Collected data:
####################
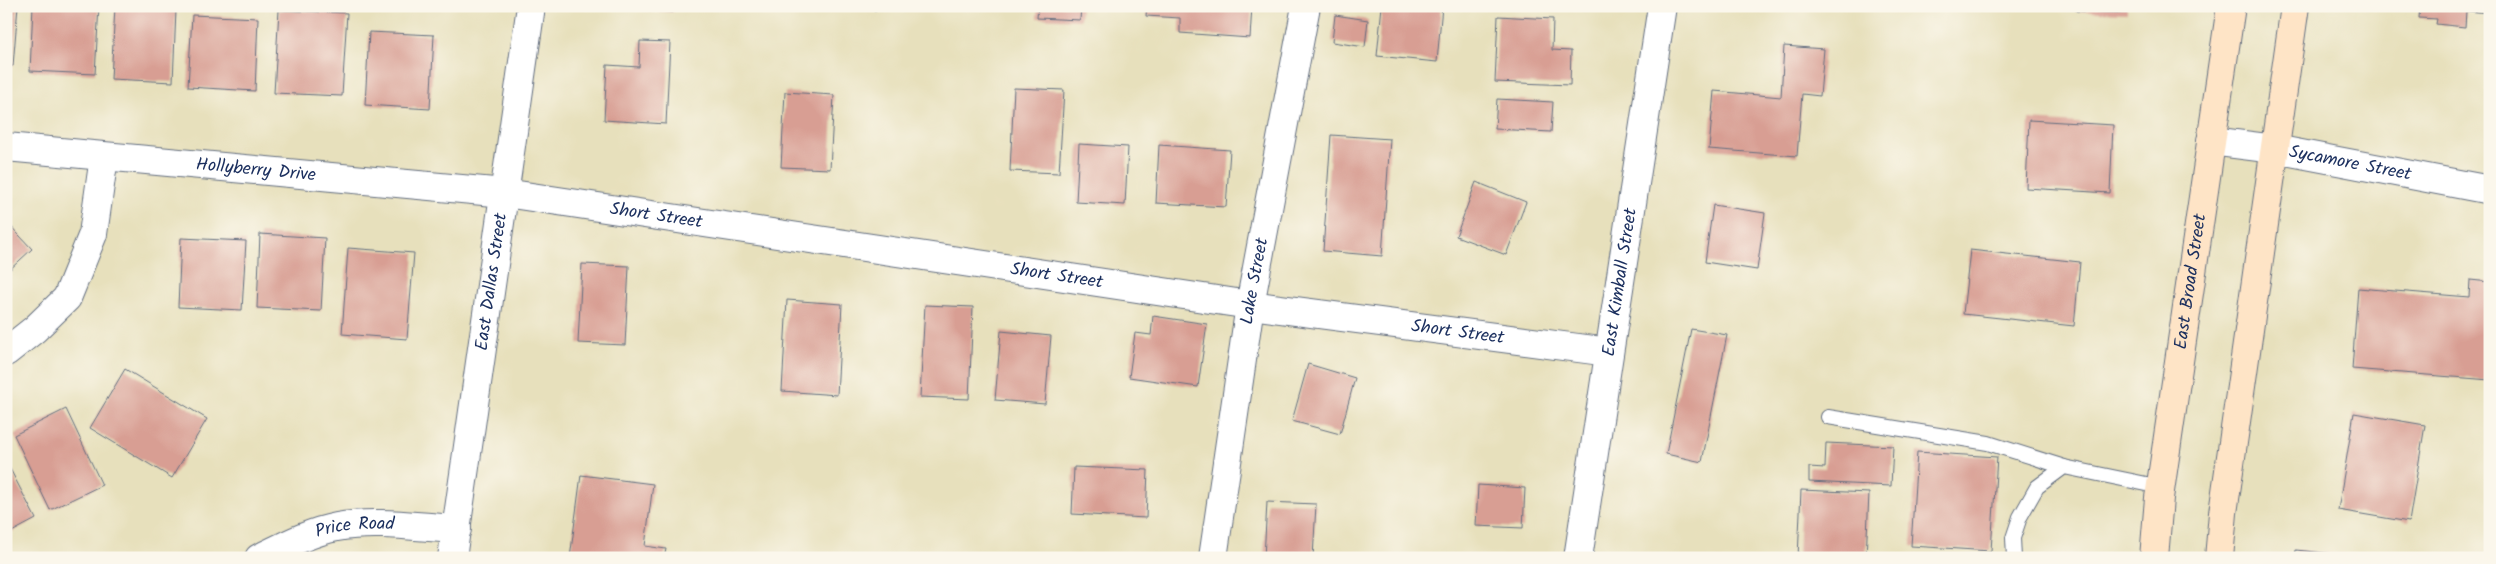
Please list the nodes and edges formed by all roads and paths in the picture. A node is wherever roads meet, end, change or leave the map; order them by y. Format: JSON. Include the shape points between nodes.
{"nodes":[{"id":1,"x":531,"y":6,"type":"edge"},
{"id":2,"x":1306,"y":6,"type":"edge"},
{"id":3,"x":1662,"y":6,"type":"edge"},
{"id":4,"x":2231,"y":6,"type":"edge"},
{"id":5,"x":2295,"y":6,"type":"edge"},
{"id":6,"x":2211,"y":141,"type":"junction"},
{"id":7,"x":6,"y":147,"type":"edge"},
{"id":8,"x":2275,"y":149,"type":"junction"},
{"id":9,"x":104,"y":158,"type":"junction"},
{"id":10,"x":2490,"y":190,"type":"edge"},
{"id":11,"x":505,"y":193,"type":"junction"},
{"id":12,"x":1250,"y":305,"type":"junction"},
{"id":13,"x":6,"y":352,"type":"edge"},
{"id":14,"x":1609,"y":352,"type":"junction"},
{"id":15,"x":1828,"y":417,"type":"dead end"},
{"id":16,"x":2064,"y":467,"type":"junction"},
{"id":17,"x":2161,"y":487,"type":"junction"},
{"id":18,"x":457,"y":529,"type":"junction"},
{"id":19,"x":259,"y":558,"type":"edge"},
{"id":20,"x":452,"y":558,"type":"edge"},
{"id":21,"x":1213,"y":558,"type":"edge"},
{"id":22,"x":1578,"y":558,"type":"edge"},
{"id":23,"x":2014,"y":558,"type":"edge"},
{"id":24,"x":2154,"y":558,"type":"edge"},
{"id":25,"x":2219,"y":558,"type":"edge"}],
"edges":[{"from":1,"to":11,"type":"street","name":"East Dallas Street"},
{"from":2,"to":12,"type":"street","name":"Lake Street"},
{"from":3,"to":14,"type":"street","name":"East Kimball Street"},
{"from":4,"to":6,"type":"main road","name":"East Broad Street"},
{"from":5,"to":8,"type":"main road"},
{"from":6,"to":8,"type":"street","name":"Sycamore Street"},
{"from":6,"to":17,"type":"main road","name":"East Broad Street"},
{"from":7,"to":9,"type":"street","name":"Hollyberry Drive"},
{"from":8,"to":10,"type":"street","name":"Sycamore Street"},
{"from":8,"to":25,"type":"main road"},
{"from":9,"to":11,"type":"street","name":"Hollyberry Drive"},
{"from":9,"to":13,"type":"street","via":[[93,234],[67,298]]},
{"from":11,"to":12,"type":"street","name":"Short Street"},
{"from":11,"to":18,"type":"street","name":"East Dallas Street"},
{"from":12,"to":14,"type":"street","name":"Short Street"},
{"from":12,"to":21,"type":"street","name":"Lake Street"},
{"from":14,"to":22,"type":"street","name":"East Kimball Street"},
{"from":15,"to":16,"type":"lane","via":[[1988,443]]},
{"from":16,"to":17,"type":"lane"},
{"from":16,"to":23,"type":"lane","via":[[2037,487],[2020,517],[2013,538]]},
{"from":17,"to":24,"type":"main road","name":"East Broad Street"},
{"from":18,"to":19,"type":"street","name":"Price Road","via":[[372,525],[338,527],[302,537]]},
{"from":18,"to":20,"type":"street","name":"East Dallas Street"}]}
####################
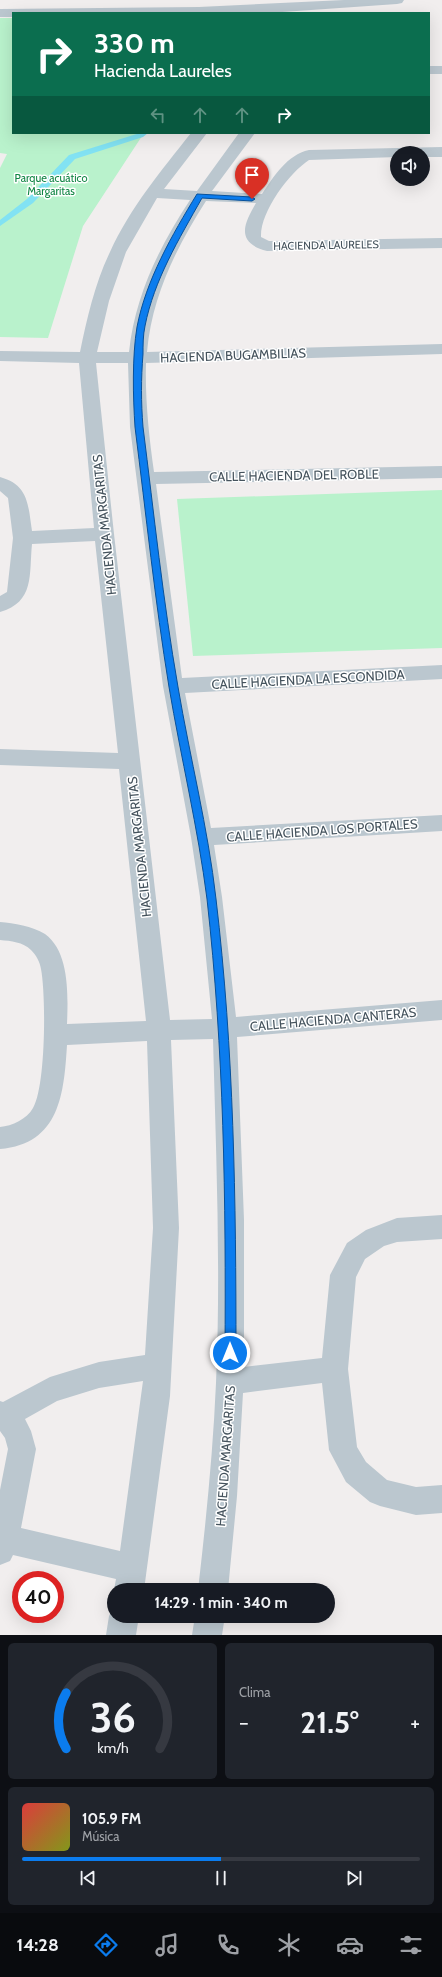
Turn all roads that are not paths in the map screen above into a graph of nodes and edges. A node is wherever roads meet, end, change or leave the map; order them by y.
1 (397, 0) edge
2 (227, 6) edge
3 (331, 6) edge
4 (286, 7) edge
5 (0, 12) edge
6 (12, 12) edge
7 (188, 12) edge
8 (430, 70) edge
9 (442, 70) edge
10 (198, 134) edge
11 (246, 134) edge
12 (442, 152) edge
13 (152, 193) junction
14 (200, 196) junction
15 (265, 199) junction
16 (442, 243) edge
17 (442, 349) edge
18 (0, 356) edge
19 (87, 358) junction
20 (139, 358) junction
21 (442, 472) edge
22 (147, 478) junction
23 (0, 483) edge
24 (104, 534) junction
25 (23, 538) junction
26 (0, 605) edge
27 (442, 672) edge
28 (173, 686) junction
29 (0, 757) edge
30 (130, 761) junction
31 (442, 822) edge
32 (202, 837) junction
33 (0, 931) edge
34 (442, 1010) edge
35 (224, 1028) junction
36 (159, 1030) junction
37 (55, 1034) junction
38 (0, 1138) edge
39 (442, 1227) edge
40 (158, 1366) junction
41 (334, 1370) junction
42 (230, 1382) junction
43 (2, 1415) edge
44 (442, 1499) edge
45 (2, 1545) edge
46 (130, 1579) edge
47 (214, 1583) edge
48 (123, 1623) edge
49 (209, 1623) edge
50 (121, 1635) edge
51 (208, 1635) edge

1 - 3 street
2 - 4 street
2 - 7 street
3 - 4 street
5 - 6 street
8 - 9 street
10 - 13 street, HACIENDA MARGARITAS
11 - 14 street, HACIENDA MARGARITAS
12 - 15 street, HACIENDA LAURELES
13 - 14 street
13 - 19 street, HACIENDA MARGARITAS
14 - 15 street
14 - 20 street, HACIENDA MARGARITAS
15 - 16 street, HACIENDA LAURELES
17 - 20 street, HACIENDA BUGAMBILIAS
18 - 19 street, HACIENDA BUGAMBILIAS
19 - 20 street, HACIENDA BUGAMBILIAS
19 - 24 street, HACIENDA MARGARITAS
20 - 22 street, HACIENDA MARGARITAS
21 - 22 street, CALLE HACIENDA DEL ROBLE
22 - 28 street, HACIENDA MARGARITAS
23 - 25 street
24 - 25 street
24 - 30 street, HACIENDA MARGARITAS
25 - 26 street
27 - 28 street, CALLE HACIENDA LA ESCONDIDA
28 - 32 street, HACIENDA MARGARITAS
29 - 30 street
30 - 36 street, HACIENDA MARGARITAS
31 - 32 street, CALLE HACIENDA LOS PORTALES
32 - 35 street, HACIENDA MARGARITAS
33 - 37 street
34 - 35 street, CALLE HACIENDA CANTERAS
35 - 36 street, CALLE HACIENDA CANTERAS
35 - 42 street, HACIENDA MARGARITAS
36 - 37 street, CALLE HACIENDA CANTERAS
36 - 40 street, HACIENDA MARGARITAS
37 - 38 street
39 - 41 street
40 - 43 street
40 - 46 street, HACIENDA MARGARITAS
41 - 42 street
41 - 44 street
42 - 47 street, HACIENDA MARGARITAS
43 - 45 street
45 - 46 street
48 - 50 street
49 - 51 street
####################
What you need to do: Search the data for the string "lane". List each line that has it.

Solution:
{"from":15,"to":16,"type":"lane","via":[[1988,443]]},
{"from":16,"to":17,"type":"lane"},
{"from":16,"to":23,"type":"lane","via":[[2037,487],[2020,517],[2013,538]]},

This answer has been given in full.